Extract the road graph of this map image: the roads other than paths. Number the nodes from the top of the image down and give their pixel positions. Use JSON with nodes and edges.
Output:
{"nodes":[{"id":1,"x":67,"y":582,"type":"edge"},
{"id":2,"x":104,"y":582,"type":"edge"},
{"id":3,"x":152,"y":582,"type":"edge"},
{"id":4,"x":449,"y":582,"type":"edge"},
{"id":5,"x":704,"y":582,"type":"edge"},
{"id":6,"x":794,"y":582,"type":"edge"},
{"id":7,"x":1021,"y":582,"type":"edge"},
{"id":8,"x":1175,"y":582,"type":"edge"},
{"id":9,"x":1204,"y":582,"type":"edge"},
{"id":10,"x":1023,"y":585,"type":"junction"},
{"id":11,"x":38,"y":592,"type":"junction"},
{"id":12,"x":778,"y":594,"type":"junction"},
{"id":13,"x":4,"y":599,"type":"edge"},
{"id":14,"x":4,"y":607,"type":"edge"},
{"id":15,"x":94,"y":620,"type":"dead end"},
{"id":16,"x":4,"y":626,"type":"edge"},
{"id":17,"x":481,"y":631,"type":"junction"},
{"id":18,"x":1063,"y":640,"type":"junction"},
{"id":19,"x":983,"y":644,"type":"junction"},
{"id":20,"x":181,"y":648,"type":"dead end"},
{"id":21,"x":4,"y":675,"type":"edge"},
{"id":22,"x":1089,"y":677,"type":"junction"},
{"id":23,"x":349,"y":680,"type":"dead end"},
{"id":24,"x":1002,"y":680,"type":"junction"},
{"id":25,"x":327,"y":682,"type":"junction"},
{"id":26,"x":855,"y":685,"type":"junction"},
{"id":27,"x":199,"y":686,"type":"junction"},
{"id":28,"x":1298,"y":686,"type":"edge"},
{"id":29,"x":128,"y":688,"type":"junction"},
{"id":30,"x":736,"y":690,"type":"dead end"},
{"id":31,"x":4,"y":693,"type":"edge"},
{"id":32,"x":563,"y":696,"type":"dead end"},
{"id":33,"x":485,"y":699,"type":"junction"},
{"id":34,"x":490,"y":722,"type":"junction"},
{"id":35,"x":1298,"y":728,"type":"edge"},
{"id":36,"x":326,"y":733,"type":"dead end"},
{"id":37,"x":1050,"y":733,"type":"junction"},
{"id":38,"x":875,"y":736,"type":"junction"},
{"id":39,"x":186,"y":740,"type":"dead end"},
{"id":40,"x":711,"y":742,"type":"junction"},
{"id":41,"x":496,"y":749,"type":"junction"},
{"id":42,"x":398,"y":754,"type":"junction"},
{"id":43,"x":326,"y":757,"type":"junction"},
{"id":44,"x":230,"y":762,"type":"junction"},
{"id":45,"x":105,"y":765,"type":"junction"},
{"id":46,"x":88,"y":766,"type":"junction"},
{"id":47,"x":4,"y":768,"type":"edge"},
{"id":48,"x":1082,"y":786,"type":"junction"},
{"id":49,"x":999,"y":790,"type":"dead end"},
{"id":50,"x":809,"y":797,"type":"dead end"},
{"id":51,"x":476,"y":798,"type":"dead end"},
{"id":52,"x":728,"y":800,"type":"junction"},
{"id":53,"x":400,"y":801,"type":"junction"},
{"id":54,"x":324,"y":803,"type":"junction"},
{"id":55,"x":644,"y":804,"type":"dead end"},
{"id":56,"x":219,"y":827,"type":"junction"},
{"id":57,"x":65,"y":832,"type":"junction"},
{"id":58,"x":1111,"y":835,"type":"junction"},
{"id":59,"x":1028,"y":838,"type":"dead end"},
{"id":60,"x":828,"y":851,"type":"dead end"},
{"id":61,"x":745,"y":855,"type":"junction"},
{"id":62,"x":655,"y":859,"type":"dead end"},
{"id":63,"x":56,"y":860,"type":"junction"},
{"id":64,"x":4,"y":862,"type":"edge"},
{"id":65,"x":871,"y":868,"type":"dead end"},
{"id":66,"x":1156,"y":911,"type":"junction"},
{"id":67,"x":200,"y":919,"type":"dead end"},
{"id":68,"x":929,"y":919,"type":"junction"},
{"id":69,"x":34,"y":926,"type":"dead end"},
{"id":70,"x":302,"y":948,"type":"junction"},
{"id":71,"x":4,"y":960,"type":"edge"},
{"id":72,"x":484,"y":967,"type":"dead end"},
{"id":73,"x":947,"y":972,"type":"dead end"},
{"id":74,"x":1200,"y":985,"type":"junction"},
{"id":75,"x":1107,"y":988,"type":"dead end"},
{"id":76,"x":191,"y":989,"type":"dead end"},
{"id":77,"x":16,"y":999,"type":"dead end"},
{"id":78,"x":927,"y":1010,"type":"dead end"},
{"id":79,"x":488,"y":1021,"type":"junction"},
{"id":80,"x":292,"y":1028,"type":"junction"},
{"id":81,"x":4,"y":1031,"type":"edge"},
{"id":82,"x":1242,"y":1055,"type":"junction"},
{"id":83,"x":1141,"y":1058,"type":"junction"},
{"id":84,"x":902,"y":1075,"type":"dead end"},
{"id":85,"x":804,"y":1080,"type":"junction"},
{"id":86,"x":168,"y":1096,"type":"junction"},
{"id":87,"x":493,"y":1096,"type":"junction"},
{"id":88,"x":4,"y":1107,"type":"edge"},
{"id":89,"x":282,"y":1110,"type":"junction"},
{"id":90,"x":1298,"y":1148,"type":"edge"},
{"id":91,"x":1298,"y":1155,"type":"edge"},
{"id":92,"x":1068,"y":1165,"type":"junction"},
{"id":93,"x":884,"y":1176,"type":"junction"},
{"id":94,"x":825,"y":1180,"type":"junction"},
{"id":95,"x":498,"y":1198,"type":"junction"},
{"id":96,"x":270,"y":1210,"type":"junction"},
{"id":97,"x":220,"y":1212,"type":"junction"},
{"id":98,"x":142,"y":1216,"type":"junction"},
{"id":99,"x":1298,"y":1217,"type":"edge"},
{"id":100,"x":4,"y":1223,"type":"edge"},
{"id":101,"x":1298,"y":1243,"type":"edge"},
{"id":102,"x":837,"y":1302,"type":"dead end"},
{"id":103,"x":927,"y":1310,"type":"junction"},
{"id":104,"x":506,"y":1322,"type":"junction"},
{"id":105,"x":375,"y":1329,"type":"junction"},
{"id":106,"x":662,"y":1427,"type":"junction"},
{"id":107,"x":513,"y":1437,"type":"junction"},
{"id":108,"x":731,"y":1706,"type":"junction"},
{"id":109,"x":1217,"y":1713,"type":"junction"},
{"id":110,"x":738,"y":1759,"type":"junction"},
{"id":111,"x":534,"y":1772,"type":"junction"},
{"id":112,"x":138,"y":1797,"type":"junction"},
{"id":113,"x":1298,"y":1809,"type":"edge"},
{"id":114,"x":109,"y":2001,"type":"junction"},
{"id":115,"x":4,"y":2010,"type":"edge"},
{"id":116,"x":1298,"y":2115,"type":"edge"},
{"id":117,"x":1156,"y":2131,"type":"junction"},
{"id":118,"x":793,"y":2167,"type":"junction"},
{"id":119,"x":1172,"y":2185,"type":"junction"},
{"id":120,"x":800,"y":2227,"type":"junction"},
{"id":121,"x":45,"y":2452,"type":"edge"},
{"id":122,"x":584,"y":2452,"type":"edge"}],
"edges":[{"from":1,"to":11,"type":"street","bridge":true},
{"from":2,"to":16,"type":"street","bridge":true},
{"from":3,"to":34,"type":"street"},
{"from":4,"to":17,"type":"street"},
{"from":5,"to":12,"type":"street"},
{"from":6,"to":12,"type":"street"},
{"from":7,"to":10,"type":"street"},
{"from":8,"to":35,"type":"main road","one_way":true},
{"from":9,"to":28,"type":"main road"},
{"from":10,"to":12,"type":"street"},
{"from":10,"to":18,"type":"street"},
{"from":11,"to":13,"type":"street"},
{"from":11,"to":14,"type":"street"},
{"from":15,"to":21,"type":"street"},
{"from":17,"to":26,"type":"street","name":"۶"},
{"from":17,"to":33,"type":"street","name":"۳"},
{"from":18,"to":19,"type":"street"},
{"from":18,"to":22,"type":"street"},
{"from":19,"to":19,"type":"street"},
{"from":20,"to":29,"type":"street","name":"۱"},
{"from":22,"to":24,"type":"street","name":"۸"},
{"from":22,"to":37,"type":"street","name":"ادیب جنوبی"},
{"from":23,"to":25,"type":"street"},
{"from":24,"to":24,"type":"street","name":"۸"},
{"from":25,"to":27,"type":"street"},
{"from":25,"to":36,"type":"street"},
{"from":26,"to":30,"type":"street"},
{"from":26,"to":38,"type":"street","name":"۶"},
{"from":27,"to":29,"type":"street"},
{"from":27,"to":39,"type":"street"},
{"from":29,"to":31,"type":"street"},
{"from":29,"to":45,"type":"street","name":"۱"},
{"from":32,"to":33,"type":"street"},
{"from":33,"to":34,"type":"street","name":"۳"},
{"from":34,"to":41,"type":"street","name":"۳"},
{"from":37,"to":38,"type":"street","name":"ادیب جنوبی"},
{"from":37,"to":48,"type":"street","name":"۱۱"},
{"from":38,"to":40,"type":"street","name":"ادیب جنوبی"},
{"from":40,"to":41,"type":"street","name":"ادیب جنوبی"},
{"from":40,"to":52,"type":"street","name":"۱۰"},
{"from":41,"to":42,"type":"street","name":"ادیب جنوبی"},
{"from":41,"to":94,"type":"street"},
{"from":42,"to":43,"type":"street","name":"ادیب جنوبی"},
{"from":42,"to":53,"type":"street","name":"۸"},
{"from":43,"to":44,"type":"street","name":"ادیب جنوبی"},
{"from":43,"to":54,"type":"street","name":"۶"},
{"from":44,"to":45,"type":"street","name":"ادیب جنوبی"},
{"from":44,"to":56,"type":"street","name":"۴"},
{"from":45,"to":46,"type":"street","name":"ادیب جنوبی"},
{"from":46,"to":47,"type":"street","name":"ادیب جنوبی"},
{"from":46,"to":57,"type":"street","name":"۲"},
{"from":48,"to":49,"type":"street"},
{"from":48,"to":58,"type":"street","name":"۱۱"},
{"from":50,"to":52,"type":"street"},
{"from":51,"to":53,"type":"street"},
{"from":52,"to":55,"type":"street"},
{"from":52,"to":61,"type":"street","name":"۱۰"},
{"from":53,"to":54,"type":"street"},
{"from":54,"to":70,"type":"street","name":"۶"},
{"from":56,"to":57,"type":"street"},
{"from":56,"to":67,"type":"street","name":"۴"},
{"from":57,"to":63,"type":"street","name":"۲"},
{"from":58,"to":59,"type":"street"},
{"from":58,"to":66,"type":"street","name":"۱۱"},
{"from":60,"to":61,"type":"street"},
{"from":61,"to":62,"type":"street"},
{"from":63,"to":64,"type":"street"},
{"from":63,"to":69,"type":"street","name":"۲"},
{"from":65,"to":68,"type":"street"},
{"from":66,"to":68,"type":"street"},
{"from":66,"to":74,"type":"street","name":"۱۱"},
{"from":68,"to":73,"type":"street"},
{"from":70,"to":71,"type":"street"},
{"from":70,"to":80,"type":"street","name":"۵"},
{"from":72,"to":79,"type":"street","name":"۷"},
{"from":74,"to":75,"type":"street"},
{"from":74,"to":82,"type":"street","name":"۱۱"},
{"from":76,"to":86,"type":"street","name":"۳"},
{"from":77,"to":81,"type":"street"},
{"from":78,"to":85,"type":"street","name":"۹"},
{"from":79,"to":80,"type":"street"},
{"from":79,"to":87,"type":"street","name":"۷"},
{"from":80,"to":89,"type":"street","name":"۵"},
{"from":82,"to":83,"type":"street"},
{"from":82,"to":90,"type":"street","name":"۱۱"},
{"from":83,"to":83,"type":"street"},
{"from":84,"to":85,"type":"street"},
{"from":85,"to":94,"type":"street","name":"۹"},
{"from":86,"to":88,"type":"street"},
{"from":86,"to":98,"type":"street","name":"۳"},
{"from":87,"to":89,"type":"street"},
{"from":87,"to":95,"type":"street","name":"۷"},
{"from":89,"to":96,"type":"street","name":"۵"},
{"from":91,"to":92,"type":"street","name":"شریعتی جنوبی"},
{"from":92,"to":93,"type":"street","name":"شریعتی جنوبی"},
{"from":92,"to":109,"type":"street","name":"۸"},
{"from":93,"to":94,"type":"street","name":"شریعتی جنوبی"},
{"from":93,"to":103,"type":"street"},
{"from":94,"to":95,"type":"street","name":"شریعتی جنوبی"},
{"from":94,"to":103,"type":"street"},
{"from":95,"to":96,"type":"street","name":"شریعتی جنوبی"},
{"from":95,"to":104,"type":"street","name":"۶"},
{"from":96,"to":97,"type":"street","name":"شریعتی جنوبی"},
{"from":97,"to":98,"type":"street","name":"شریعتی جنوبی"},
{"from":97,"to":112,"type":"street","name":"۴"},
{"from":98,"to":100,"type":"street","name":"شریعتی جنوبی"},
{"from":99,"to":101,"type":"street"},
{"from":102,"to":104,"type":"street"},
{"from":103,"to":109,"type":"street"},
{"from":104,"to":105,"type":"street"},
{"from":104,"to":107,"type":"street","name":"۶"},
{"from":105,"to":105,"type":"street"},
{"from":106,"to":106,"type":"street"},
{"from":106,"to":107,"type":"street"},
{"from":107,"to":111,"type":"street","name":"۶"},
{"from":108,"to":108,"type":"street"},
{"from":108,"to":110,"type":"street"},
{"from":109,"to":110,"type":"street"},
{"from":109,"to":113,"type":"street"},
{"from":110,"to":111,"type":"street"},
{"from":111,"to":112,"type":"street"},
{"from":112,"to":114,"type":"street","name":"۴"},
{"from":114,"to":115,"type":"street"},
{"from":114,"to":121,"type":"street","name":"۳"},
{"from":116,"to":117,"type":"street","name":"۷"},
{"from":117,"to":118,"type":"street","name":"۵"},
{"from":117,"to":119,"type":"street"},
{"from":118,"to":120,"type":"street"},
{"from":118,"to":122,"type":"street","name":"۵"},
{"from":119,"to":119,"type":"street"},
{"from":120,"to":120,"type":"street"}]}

━━━━

Required action:
Taking the listing line by line, count those with the word "ادیب" and report that number only.

Answer section:
10